**Exercise brief**
Scan the data for "lane" and copy the lines it appears in.

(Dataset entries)

^^^^^^^^

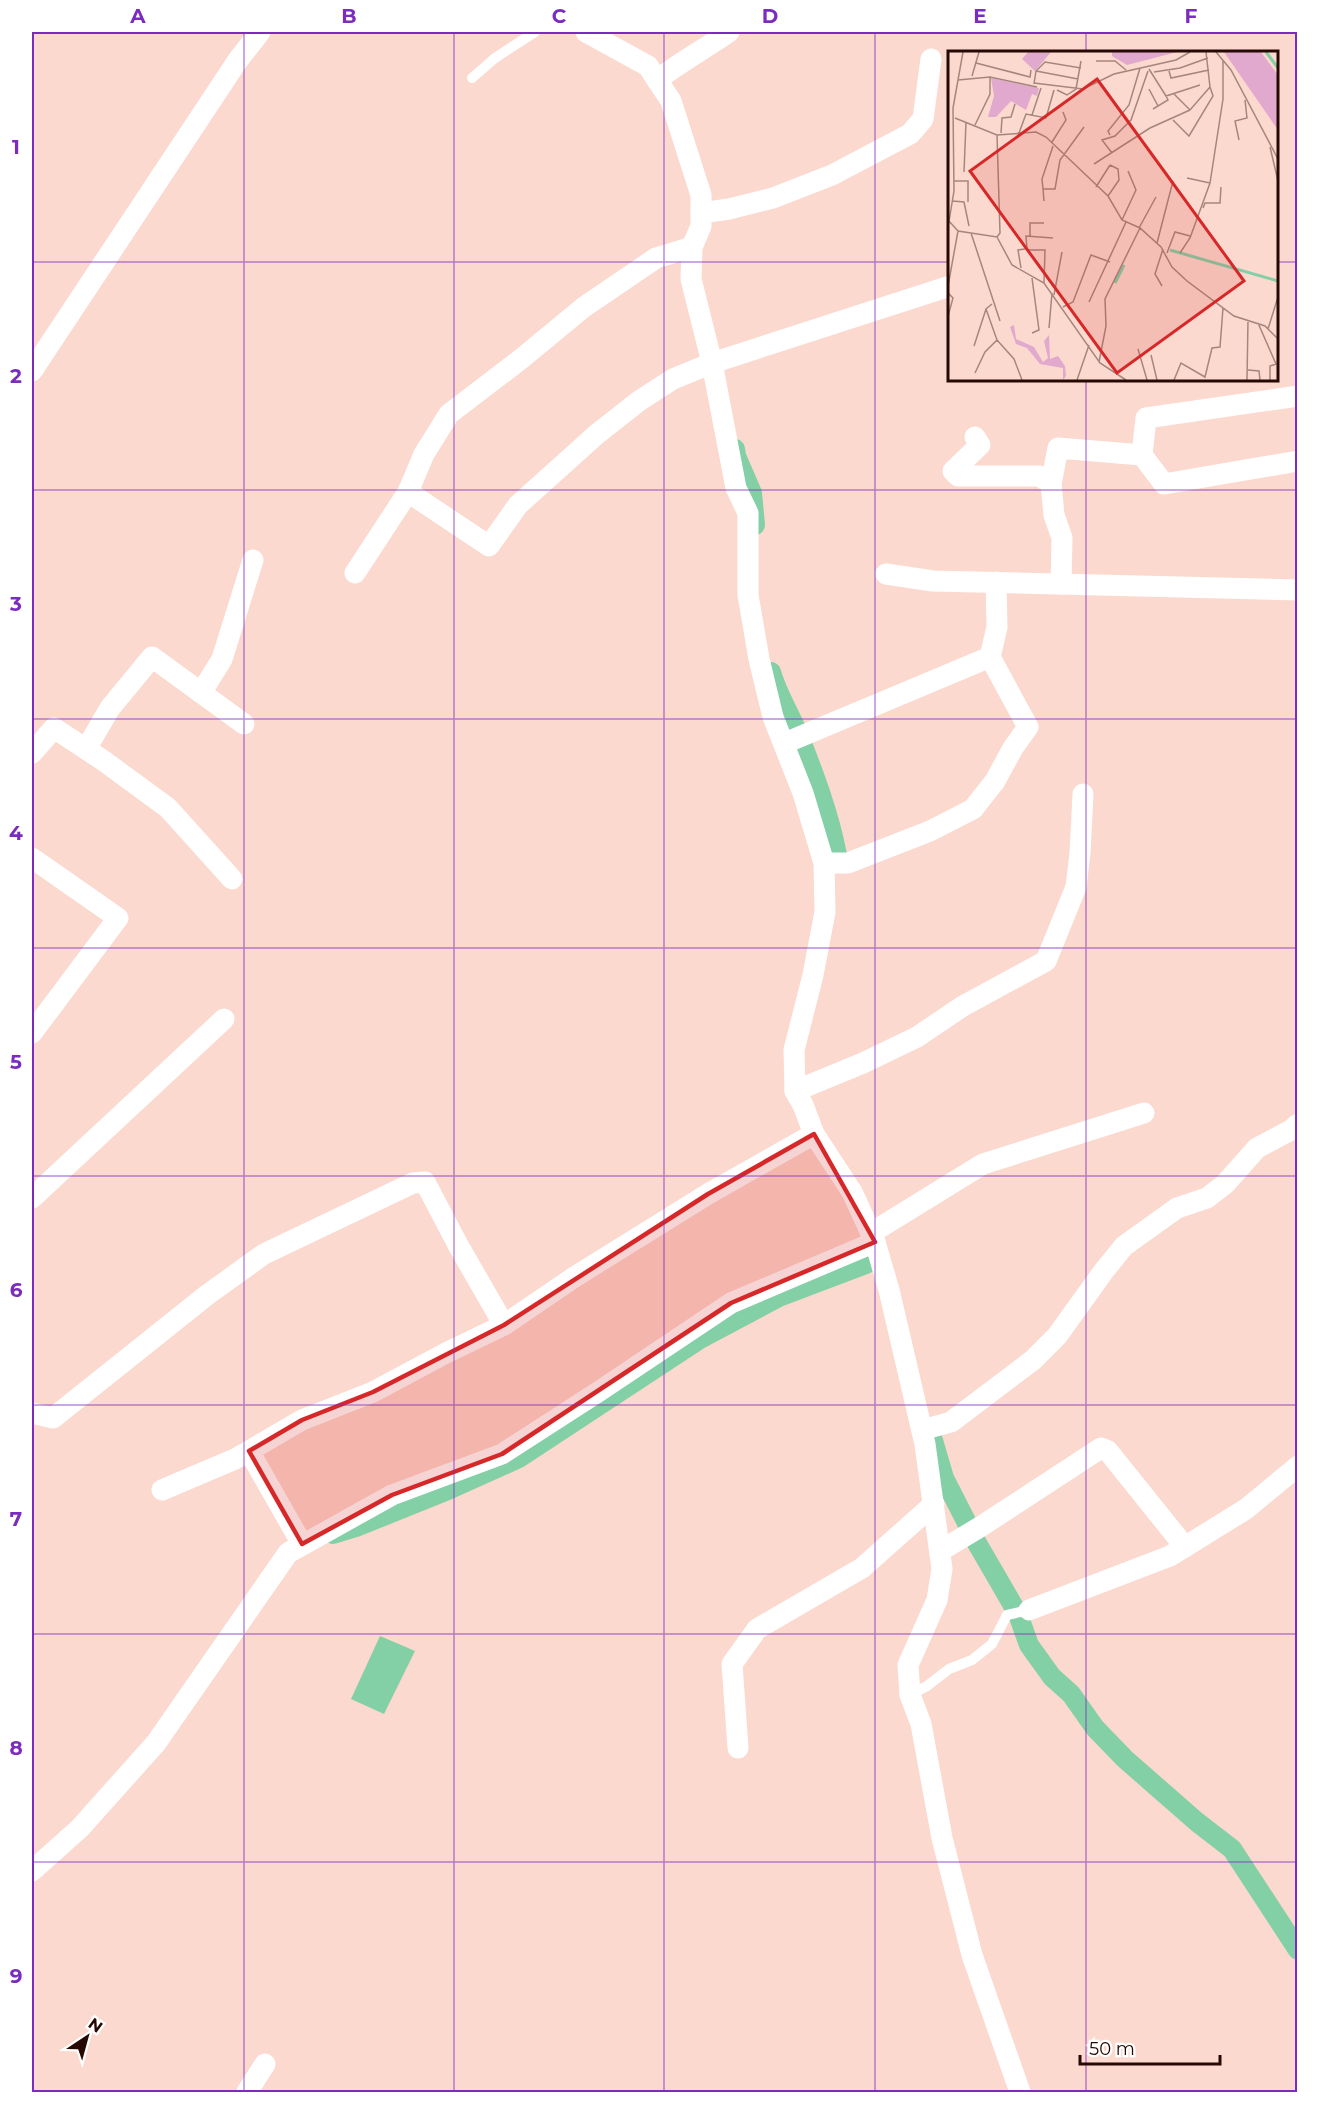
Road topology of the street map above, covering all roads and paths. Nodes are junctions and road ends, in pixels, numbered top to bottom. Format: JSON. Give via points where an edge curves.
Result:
{"nodes":[{"id":1,"x":260,"y":32,"type":"edge"},
{"id":2,"x":535,"y":32,"type":"edge"},
{"id":3,"x":586,"y":32,"type":"edge"},
{"id":4,"x":729,"y":32,"type":"edge"},
{"id":5,"x":931,"y":59,"type":"dead end"},
{"id":6,"x":472,"y":78,"type":"dead end"},
{"id":7,"x":657,"y":80,"type":"junction"},
{"id":8,"x":701,"y":213,"type":"junction"},
{"id":9,"x":692,"y":247,"type":"junction"},
{"id":10,"x":948,"y":287,"type":"edge"},
{"id":11,"x":712,"y":363,"type":"junction"},
{"id":12,"x":32,"y":371,"type":"edge"},
{"id":13,"x":1298,"y":396,"type":"edge"},
{"id":14,"x":975,"y":437,"type":"dead end"},
{"id":15,"x":1142,"y":455,"type":"junction"},
{"id":16,"x":1298,"y":461,"type":"edge"},
{"id":17,"x":1050,"y":484,"type":"junction"},
{"id":18,"x":408,"y":492,"type":"junction"},
{"id":19,"x":254,"y":560,"type":"dead end"},
{"id":20,"x":355,"y":573,"type":"dead end"},
{"id":21,"x":886,"y":573,"type":"dead end"},
{"id":22,"x":996,"y":582,"type":"junction"},
{"id":23,"x":1061,"y":584,"type":"junction"},
{"id":24,"x":1298,"y":590,"type":"edge"},
{"id":25,"x":990,"y":657,"type":"junction"},
{"id":26,"x":201,"y":693,"type":"junction"},
{"id":27,"x":244,"y":724,"type":"dead end"},
{"id":28,"x":793,"y":740,"type":"junction"},
{"id":29,"x":86,"y":749,"type":"junction"},
{"id":30,"x":32,"y":753,"type":"edge"},
{"id":31,"x":1083,"y":794,"type":"dead end"},
{"id":32,"x":32,"y":858,"type":"edge"},
{"id":33,"x":824,"y":863,"type":"junction"},
{"id":34,"x":232,"y":879,"type":"dead end"},
{"id":35,"x":224,"y":1018,"type":"dead end"},
{"id":36,"x":32,"y":1033,"type":"edge"},
{"id":37,"x":795,"y":1091,"type":"junction"},
{"id":38,"x":1144,"y":1113,"type":"dead end"},
{"id":39,"x":1298,"y":1124,"type":"edge"},
{"id":40,"x":814,"y":1134,"type":"junction"},
{"id":41,"x":32,"y":1198,"type":"edge"},
{"id":42,"x":873,"y":1238,"type":"junction"},
{"id":43,"x":504,"y":1325,"type":"junction"},
{"id":44,"x":32,"y":1413,"type":"edge"},
{"id":45,"x":922,"y":1430,"type":"junction"},
{"id":46,"x":249,"y":1451,"type":"junction"},
{"id":47,"x":1298,"y":1466,"type":"edge"},
{"id":48,"x":162,"y":1490,"type":"dead end"},
{"id":49,"x":934,"y":1504,"type":"junction"},
{"id":50,"x":302,"y":1544,"type":"junction"},
{"id":51,"x":1185,"y":1547,"type":"junction"},
{"id":52,"x":940,"y":1551,"type":"junction"},
{"id":53,"x":1029,"y":1610,"type":"joint"},
{"id":54,"x":910,"y":1695,"type":"junction"},
{"id":55,"x":738,"y":1748,"type":"dead end"},
{"id":56,"x":32,"y":1870,"type":"edge"},
{"id":57,"x":265,"y":2064,"type":"dead end"},
{"id":58,"x":247,"y":2092,"type":"edge"},
{"id":59,"x":1020,"y":2092,"type":"edge"}],
"edges":[{"from":1,"to":12,"type":"street"},
{"from":2,"to":6,"type":"lane"},
{"from":3,"to":7,"type":"street","via":[[648,66]]},
{"from":4,"to":7,"type":"street"},
{"from":5,"to":8,"type":"street","via":[[923,119],[910,134],[832,175],[773,198]]},
{"from":7,"to":8,"type":"street","via":[[670,101],[687,151]]},
{"from":8,"to":9,"type":"street","via":[[701,226]]},
{"from":9,"to":11,"type":"street","via":[[691,279]]},
{"from":9,"to":18,"type":"street","via":[[656,258],[584,307],[449,414],[424,454]]},
{"from":10,"to":11,"type":"street"},
{"from":11,"to":18,"type":"street","via":[[672,379],[597,434],[518,505],[489,546]]},
{"from":11,"to":28,"type":"street","via":[[736,488],[748,513],[748,596],[759,659],[773,717]]},
{"from":13,"to":15,"type":"street","via":[[1146,418]]},
{"from":14,"to":17,"type":"street","via":[[980,445],[953,471],[958,476],[1040,476]]},
{"from":15,"to":16,"type":"street","via":[[1164,484]]},
{"from":15,"to":17,"type":"street","via":[[1058,448]]},
{"from":17,"to":23,"type":"street","via":[[1062,538]]},
{"from":18,"to":20,"type":"street"},
{"from":19,"to":26,"type":"street","via":[[222,659]]},
{"from":21,"to":22,"type":"street","via":[[933,581]]},
{"from":22,"to":23,"type":"street"},
{"from":22,"to":25,"type":"street","via":[[997,627]]},
{"from":23,"to":24,"type":"street"},
{"from":25,"to":28,"type":"street"},
{"from":25,"to":33,"type":"street","via":[[1028,727],[995,781],[972,809],[930,831],[848,863]]},
{"from":26,"to":27,"type":"street"},
{"from":26,"to":29,"type":"street","via":[[152,657],[110,708]]},
{"from":28,"to":33,"type":"street"},
{"from":29,"to":30,"type":"street","via":[[54,728]]},
{"from":29,"to":34,"type":"street","via":[[168,808]]},
{"from":31,"to":37,"type":"street","via":[[1076,887],[1046,961],[963,1006],[916,1037]]},
{"from":32,"to":36,"type":"street","via":[[118,918]]},
{"from":33,"to":37,"type":"street","via":[[825,912],[794,1050]]},
{"from":35,"to":41,"type":"street"},
{"from":37,"to":40,"type":"street"},
{"from":38,"to":42,"type":"street","via":[[983,1164]]},
{"from":39,"to":45,"type":"street","via":[[1257,1148],[1207,1198],[1177,1208],[1124,1246],[1057,1336],[1033,1360],[951,1422]]},
{"from":40,"to":42,"type":"street","via":[[852,1192]]},
{"from":40,"to":43,"type":"street","via":[[708,1194]]},
{"from":42,"to":45,"type":"street"},
{"from":42,"to":50,"type":"street","via":[[731,1304],[502,1454],[392,1495]]},
{"from":43,"to":44,"type":"street","via":[[425,1182],[413,1183],[264,1254],[53,1418]]},
{"from":43,"to":46,"type":"street","via":[[373,1392],[302,1420]]},
{"from":45,"to":49,"type":"street"},
{"from":46,"to":48,"type":"street"},
{"from":46,"to":50,"type":"street"},
{"from":47,"to":51,"type":"street","via":[[1246,1509]]},
{"from":49,"to":52,"type":"street"},
{"from":49,"to":55,"type":"street","via":[[862,1568],[757,1629],[732,1664]]},
{"from":50,"to":56,"type":"street","via":[[288,1552],[156,1743],[80,1828]]},
{"from":51,"to":52,"type":"street","via":[[1108,1451],[1101,1448]]},
{"from":51,"to":53,"type":"street"},
{"from":52,"to":54,"type":"street","via":[[942,1569],[937,1600],[908,1665]]},
{"from":53,"to":54,"type":"lane","via":[[1007,1615],[992,1644],[972,1660],[949,1669]]},
{"from":54,"to":59,"type":"street","via":[[921,1724],[942,1838],[972,1955]]},
{"from":57,"to":58,"type":"street"}]}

^^^^^^^^

**Expected output**
{"from":2,"to":6,"type":"lane"},
{"from":53,"to":54,"type":"lane","via":[[1007,1615],[992,1644],[972,1660],[949,1669]]},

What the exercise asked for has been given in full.